Dear God, as our nice, crisp American society here in Texas has crumbled to some extent this week–millions without power in sub-freezing temperatures, indoor plumbing ceasing to work, grocery stores either empty due to resupply trucks not being able to run or employees not being able to arrive to open up–it’s made me think about societies that truly live in even worse conditions all of the time.
Haiti, for example. Puerto Rico after the hurricane a couple of years ago. In those areas, organized crime is high, as is petty crime. The privileged live in compounds with private security guards while the commoners are left to fend for themselves. Every day is a day of waking up wondering if you will be able to meet the most basic of human needs. Food. Water. Shelter. And if I find those things, will I be able to provide them to my family, or will they be taken from me through either organized for petty crime? The inability to defend my family or depend on the authorities to defend me would be unbelievably hard.
Then there are the stories you read in the Bible about a king laying siege to a city. One of the strategies was to surround the city and cut off their supplies. It’s a tactic still used today because it is very powerful. As I saw the food disappear from our own grocery stores and their inability to restock because the trucks couldn’t get through, it made me think of these situations as well. You can have all of the numbers of people you want, but they must be supplied with life-sustaining materials in order to function. What if those supplies are cut off?
And now there will still be thousands in my county alone who will likely be without power for the next week to two weeks.
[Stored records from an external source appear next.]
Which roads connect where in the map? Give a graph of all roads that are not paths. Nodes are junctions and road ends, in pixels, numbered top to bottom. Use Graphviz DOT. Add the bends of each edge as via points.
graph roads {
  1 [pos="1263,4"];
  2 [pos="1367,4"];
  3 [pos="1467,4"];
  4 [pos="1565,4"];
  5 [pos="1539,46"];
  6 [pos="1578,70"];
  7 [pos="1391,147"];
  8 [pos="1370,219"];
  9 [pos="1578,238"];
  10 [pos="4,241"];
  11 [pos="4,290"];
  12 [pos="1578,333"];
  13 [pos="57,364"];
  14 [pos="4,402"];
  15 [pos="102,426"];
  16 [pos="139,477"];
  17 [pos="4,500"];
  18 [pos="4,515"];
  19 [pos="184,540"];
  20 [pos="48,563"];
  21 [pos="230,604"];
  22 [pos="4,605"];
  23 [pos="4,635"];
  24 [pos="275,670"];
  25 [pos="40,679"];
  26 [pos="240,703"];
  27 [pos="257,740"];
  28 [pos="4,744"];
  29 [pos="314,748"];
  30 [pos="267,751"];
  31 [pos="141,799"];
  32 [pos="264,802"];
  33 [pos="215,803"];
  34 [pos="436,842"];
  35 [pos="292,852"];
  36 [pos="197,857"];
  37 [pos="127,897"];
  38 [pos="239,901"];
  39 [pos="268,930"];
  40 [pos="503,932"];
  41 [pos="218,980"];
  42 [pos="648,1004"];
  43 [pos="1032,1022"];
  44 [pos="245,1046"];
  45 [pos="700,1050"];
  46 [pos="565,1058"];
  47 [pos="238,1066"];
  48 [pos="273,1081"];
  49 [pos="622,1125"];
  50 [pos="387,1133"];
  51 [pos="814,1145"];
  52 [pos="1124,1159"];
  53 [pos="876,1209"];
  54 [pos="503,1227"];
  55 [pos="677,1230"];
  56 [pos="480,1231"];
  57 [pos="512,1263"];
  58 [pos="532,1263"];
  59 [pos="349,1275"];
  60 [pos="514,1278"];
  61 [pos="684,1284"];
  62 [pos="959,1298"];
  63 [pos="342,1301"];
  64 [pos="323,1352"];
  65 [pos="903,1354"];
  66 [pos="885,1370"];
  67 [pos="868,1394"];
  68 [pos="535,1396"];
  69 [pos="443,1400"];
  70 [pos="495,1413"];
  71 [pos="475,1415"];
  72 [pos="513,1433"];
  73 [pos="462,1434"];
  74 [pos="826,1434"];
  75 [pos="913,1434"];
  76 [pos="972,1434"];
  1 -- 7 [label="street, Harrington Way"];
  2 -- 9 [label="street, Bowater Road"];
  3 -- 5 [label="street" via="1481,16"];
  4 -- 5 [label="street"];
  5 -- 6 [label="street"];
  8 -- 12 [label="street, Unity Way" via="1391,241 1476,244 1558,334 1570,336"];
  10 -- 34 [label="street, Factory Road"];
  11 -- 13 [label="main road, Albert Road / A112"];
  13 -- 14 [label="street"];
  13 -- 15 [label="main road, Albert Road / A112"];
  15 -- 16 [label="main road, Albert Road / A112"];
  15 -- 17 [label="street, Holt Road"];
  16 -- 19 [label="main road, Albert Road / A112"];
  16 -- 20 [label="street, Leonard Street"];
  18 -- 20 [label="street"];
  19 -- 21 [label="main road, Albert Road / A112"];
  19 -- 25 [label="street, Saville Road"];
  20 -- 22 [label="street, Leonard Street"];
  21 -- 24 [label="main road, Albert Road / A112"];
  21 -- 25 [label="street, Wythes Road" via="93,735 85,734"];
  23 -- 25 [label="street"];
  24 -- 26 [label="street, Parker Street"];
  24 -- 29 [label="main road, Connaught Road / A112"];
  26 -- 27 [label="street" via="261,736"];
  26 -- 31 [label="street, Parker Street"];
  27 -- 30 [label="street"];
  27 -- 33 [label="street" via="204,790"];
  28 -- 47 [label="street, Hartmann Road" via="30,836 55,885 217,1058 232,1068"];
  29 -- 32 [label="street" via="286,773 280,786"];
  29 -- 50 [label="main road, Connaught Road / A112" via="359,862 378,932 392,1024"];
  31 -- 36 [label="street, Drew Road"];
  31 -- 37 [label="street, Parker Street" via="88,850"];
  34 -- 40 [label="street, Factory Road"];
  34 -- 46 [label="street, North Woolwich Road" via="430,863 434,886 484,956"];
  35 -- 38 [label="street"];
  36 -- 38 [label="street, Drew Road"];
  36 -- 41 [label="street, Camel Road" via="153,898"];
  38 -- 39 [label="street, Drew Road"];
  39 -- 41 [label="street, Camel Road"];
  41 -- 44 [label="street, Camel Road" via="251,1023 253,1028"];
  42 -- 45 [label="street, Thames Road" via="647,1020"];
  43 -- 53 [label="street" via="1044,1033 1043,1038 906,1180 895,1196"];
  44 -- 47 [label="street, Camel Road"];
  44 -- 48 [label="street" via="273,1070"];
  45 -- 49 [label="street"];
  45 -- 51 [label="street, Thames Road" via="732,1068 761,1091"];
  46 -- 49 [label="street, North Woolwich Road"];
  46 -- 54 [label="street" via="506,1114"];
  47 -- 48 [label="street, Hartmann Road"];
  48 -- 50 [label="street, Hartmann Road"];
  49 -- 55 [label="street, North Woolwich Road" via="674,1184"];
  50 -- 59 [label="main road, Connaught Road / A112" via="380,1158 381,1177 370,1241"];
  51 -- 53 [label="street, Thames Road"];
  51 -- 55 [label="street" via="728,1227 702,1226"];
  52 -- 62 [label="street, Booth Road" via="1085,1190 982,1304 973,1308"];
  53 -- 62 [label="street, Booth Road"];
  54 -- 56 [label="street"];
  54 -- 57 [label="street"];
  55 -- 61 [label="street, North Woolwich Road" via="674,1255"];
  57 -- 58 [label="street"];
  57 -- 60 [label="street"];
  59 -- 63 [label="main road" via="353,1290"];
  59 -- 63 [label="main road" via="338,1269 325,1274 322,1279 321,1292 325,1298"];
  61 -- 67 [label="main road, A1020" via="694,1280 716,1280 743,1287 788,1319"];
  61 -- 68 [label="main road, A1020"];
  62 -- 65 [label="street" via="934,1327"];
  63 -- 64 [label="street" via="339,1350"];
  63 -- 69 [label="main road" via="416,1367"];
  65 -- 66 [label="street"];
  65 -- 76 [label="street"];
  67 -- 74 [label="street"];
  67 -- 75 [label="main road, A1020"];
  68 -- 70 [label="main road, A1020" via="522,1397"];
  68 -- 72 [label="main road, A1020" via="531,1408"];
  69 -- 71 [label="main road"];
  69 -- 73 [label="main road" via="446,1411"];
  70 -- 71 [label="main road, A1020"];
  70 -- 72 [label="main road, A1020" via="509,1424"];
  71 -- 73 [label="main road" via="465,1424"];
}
The weather will get warmer so it will be easier to be in their unheated homes, but there are still all kinds of problems to address with no electricity. And then there are the broken pipes. It will be very hard.
Father, there is a movie called Say Anything. In it, the main character, Lloyd Dobbler says a line that I’ve always liked: “I don’t know. But I know that I don’t know.” There are so many things to which I simply cannot relate. I cannot relate to being raised in deep, multigenerational poverty. I cannot relate to not knowing where my next meal will come from. I cannot relate to not feeling like I can physically protect my family. I cannot relate to not feeling like the police or the military are on my side. I cannot relate to being sexually violated. There is so much that I do not know, and I’m grateful to not know it (although I’m sure I take it for granted). But I think the good news is that I know that I don’t know. I know that someone motivated to travel hundreds or thousands of miles on foot or in incredibly uncomfortable conditions to illegally cross an international border only to end up in indentured servitude has experienced things I can’t even imagine. I know that someone who saw her mother stab her father and has no role models in her life might grow up to get pregnant early just to have someone who will love her. I know that someone who cannot provide for his family might be motivated to do whatever he can, including selling drugs, in order to get money to provide. I know that someone who lives in a slum might take their tax refund and, while it is too little to improve their living conditions, it might swing a 60″ 4K TV so that’s how they will use the money. I know that a parent, out of desperation or exhaustion or fear, might make a parenting decision I think I would never make. I don’t know what it’s like to be in these situations (well, maybe I’ve been in at least one of them), but I know that I don’t know. So I cannot solve all of this. I cannot solve the problems of everyone who is suffering in my city, my county, my state, my country, or my world today. I can’t do it. But I can try to solve a least a couple of problems for someone else. So help me to do that today. Help me to do it well and selflessly. And bring your presence into the world for those I help in your name and your power. And raise up others as well as we work together. Use this as a uniting opportunity. Make this pain and suffering count for your glory. Don’t let it be wasted.